*** Opening EXERCISE DATA ***
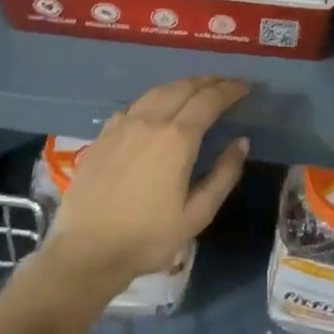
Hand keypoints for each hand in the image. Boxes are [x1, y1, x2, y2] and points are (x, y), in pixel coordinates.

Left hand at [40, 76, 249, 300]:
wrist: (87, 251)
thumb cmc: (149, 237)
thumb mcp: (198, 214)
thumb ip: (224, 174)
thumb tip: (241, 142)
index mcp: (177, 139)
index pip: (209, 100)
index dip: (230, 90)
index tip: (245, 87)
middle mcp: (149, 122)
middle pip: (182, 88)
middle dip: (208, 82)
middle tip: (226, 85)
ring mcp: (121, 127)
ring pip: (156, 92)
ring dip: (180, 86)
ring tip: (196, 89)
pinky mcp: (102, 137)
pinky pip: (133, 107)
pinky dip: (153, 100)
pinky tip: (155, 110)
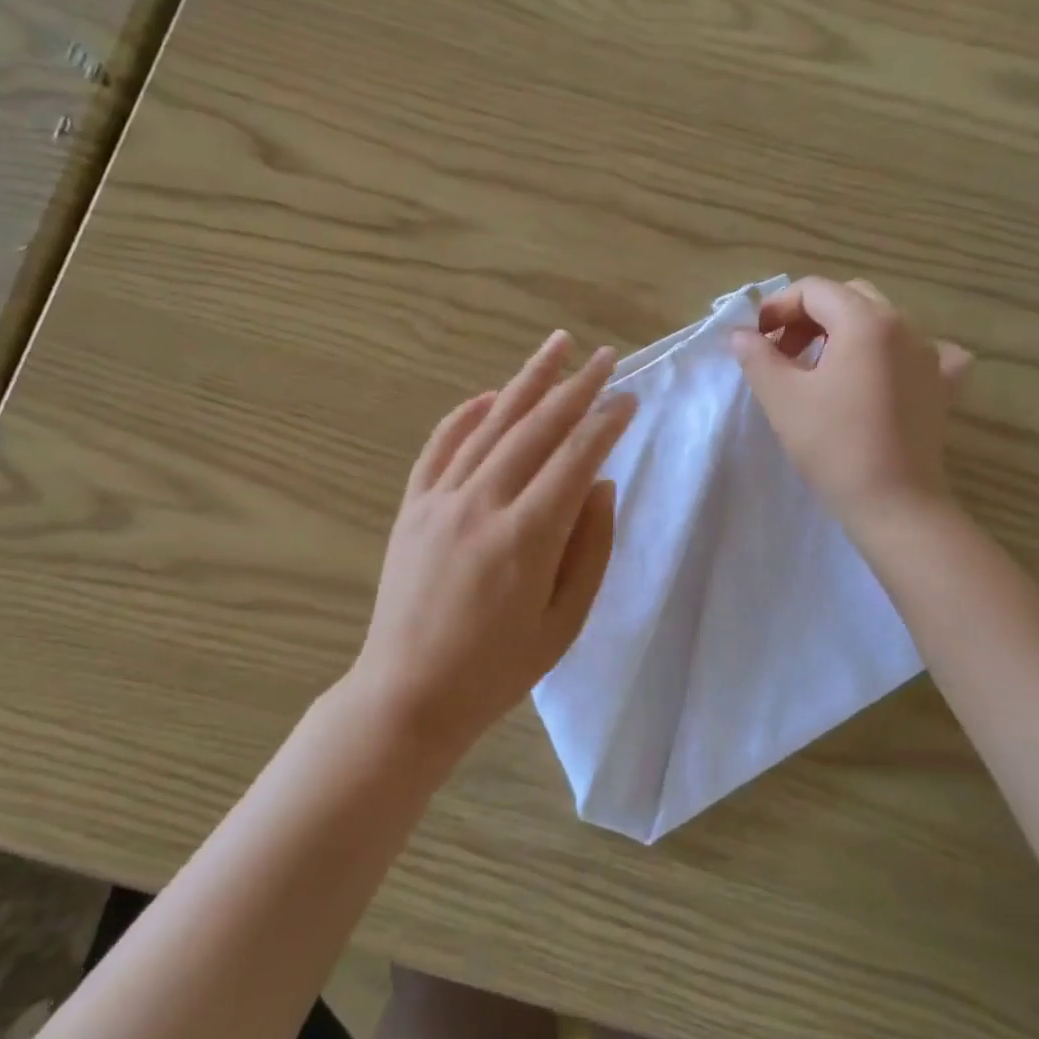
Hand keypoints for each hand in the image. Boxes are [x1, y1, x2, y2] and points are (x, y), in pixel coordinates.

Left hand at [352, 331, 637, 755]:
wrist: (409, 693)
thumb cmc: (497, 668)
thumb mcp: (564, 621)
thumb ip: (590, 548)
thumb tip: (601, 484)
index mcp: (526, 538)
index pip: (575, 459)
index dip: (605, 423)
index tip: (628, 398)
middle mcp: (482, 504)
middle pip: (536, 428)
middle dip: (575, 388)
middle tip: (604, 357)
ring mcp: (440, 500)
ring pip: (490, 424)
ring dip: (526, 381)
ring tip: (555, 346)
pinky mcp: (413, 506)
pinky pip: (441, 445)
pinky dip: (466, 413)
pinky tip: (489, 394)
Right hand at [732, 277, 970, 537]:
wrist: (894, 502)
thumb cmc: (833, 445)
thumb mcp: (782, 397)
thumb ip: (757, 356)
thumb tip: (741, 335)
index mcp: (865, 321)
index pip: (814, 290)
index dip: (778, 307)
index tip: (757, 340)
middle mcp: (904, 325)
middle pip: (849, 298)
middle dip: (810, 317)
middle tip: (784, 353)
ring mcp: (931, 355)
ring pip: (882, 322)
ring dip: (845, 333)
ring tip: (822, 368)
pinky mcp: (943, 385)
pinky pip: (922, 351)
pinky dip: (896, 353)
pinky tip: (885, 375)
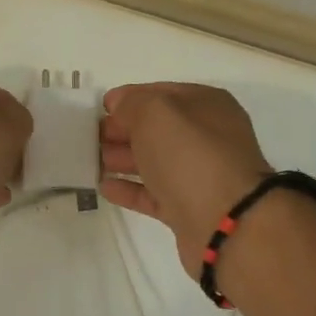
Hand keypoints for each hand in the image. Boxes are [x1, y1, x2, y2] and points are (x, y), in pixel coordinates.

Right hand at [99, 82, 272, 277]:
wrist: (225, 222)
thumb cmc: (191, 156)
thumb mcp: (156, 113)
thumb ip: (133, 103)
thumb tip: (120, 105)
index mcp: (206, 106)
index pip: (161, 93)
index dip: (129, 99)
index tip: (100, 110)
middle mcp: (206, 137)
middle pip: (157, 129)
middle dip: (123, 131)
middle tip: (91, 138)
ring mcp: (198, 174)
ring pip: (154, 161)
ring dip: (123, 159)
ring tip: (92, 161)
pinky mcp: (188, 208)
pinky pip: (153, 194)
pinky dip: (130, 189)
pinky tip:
*** Closing EXERCISE DATA ***
Give again exactly the lines from the one holding "ring dip: (845, 333)" to the final line of the records, both ends included; any pictures stay out.

> [ANSWER TO THIS PROBLEM]
ring dip: (845, 333)
ring tip: (822, 368)
pinky mcp: (943, 385)
pinky pip: (922, 351)
pinky dip: (896, 353)
pinky tip: (885, 375)
Hand keypoints for each hand in the image. Boxes are [x1, y1, x2, y2] and points are (x, y), in pixel coordinates.

Right hand at [99, 82, 272, 277]:
wrist: (225, 222)
thumb cmc: (191, 156)
thumb mcp: (156, 113)
thumb ip: (133, 103)
thumb tip: (120, 105)
index mcp: (206, 106)
index pip: (161, 93)
index dip: (129, 99)
index tip: (100, 110)
middle mcp: (206, 137)
middle pip: (157, 129)
middle dip: (123, 131)
middle tip: (91, 138)
ring mcp: (198, 174)
ring pip: (154, 161)
ring dip: (123, 159)
ring tip: (92, 161)
pinky mcp: (188, 208)
pinky pip: (153, 194)
pinky dip: (130, 189)
pinky tip:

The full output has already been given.